▶ **Work instructions**
Copy out every line of the data that has the word "ประด" somewhere in it.

▶ **Dataset extract**
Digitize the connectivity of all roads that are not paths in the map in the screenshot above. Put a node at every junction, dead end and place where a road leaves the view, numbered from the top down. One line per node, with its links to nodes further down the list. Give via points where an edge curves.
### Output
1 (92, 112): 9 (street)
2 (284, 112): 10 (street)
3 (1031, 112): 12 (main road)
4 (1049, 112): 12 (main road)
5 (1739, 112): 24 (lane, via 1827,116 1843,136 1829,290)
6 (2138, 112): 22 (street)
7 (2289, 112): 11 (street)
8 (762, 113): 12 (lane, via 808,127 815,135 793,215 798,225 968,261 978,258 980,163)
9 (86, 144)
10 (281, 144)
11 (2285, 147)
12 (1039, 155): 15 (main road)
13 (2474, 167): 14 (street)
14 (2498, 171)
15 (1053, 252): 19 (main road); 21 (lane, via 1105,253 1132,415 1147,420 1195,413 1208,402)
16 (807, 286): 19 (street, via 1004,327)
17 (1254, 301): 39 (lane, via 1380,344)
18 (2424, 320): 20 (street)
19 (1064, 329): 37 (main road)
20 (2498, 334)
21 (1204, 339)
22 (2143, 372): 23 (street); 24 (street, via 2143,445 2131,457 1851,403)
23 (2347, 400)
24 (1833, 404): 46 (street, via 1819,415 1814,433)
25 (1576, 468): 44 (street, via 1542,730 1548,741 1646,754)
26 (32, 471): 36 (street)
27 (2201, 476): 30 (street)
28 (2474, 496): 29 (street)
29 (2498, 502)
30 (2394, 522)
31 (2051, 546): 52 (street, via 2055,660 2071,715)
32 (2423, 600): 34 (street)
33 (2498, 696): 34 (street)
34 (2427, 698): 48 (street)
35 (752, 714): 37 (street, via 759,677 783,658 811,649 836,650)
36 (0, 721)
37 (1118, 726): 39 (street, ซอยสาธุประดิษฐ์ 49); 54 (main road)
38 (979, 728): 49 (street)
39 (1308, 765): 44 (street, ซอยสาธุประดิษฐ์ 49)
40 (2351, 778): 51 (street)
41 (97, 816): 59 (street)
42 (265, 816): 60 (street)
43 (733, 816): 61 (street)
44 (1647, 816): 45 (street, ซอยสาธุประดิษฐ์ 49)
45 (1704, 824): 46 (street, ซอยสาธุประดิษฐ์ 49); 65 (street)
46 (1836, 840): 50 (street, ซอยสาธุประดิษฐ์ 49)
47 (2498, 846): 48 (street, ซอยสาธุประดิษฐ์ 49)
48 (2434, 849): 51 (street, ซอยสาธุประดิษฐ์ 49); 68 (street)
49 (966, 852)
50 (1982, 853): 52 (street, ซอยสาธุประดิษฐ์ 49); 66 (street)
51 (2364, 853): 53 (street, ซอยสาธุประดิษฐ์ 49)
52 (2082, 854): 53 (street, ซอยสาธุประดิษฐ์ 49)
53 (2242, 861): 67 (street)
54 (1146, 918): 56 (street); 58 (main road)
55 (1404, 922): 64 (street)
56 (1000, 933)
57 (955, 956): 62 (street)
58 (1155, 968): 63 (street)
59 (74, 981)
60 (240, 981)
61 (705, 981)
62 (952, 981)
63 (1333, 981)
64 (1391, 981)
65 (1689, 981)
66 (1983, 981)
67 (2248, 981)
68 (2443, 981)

▶ **Solution for this problem**
37 (1118, 726): 39 (street, ซอยสาธุประดิษฐ์ 49); 54 (main road)
39 (1308, 765): 44 (street, ซอยสาธุประดิษฐ์ 49)
44 (1647, 816): 45 (street, ซอยสาธุประดิษฐ์ 49)
45 (1704, 824): 46 (street, ซอยสาธุประดิษฐ์ 49); 65 (street)
46 (1836, 840): 50 (street, ซอยสาธุประดิษฐ์ 49)
47 (2498, 846): 48 (street, ซอยสาธุประดิษฐ์ 49)
48 (2434, 849): 51 (street, ซอยสาธุประดิษฐ์ 49); 68 (street)
50 (1982, 853): 52 (street, ซอยสาธุประดิษฐ์ 49); 66 (street)
51 (2364, 853): 53 (street, ซอยสาธุประดิษฐ์ 49)
52 (2082, 854): 53 (street, ซอยสาธุประดิษฐ์ 49)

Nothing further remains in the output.